Se não fosse aquele programa de incentivo à leitura que levou os livros infanto-juvenis para perto de mim, nos idos anos 1980, num povoado perdido no meio da caatinga, eu teria sido mais um jovem a chegar ao fim da educação básica sem ter lido um livro sequer! E hoje, quando a leitura literária compete com formas mais sedutoras de entretenimento, como os bate-papos nas redes sociais e os vídeos hilariantes do Instagram, qual tem sido o estímulo para despertar o hábito de ler em nossas crianças e adolescentes?

Durante o confinamento imposto no início da pandemia, meu pai, que não podia abrir a oficina para trabalhar, me pediu um livro para ler. Eu lhe dei um livro de memórias da cidade, cuja leitura ele concluiu em dois dias! Depois pediu outro... Apenas após o quarto livro sobre a cidade em que moramos foi que lhe dei um romance, e ele adorou. 

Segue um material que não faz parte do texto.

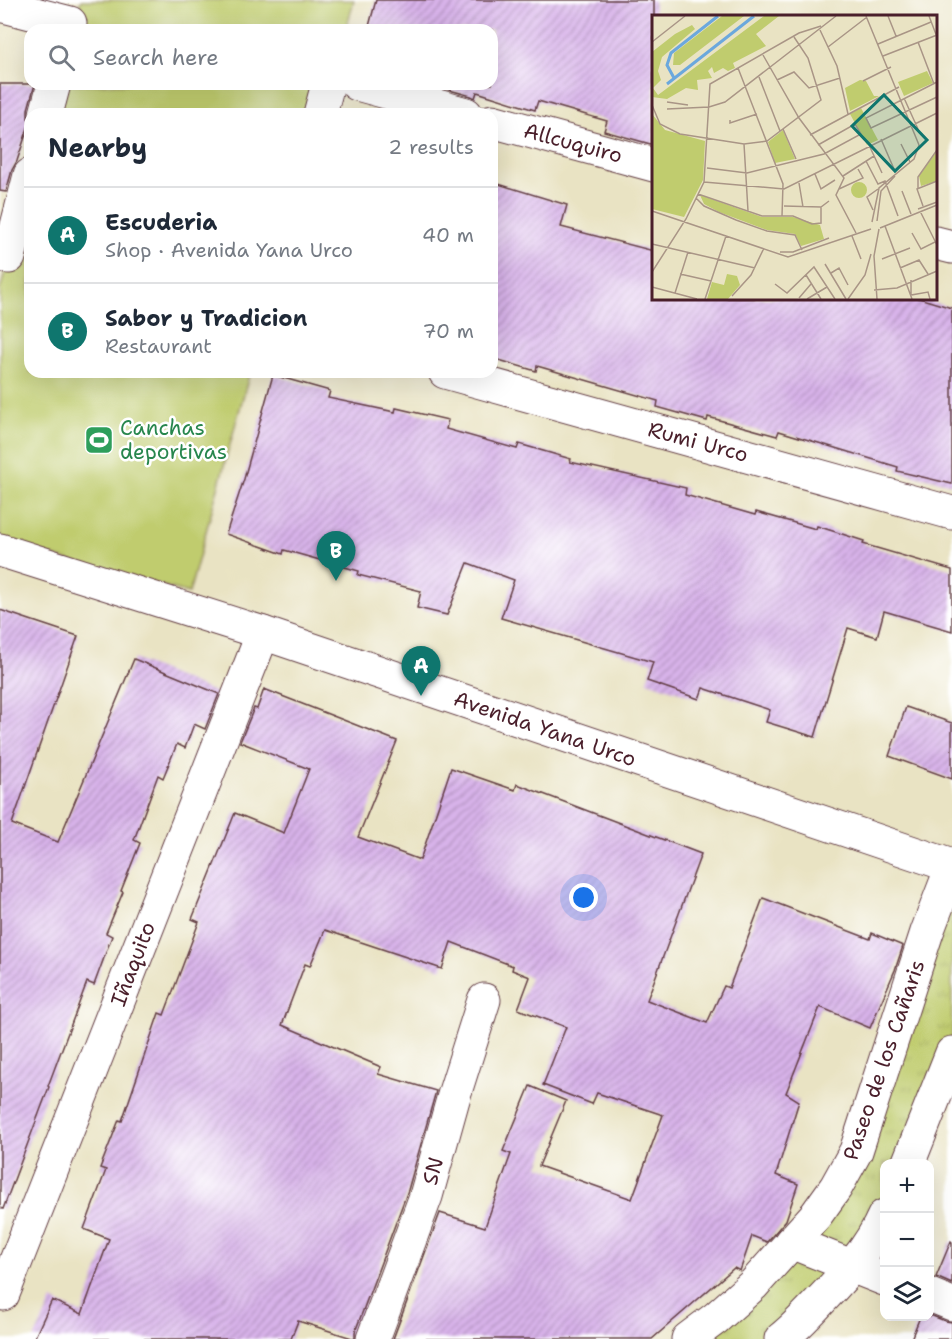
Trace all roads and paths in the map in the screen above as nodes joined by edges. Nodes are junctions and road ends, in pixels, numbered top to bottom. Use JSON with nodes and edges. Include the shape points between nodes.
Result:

Diante da polêmica lançada pelo youtuber, li, nas redes sociais, comentários de professores de literatura revoltados, generalizando que o adolescente de hoje não lê por preguiça. Nenhum culpou o sistema educacional falido que temos, em que um professor não tem previsto em sua rotina de trabalho um momento em particular com cada aluno; que a escola oferece apenas aulas, aulas e mais aulas, em grupos enormes, geralmente com mais de trinta alunos por turma; que na maioria das bibliotecas escolares há apenas um (quando há) exemplar de uma obra recomendada nos livros didáticos; que não há referência de leitores e opções de leitura em casa; que, fora da escola, muitas crianças têm de ajudar os pais no trabalho. Partiram para uma defesa desnecessária dos clássicos, atacaram o youtuber e, por conseguinte, desagradaram aos adolescentes que o seguem e o admiram. 

A iniciação à leitura literária, em qualquer idade, deve partir do leitor, não do livro. Não é a qualidade da obra e sua importância na história da literaturaque se deve priorizar nesse momento, mas o delicado processo de tomar gosto pelo ato de ler. O incentivador deve ter o cuidado de quem está ensinando a voar a um pássaro que vivia engaiolado. Se for pressionado a alçar altos voos, desejará voltar para a gaiola onde confortavelmente vivia e não sentirá falta do mundo desconhecido a explorar lá fora.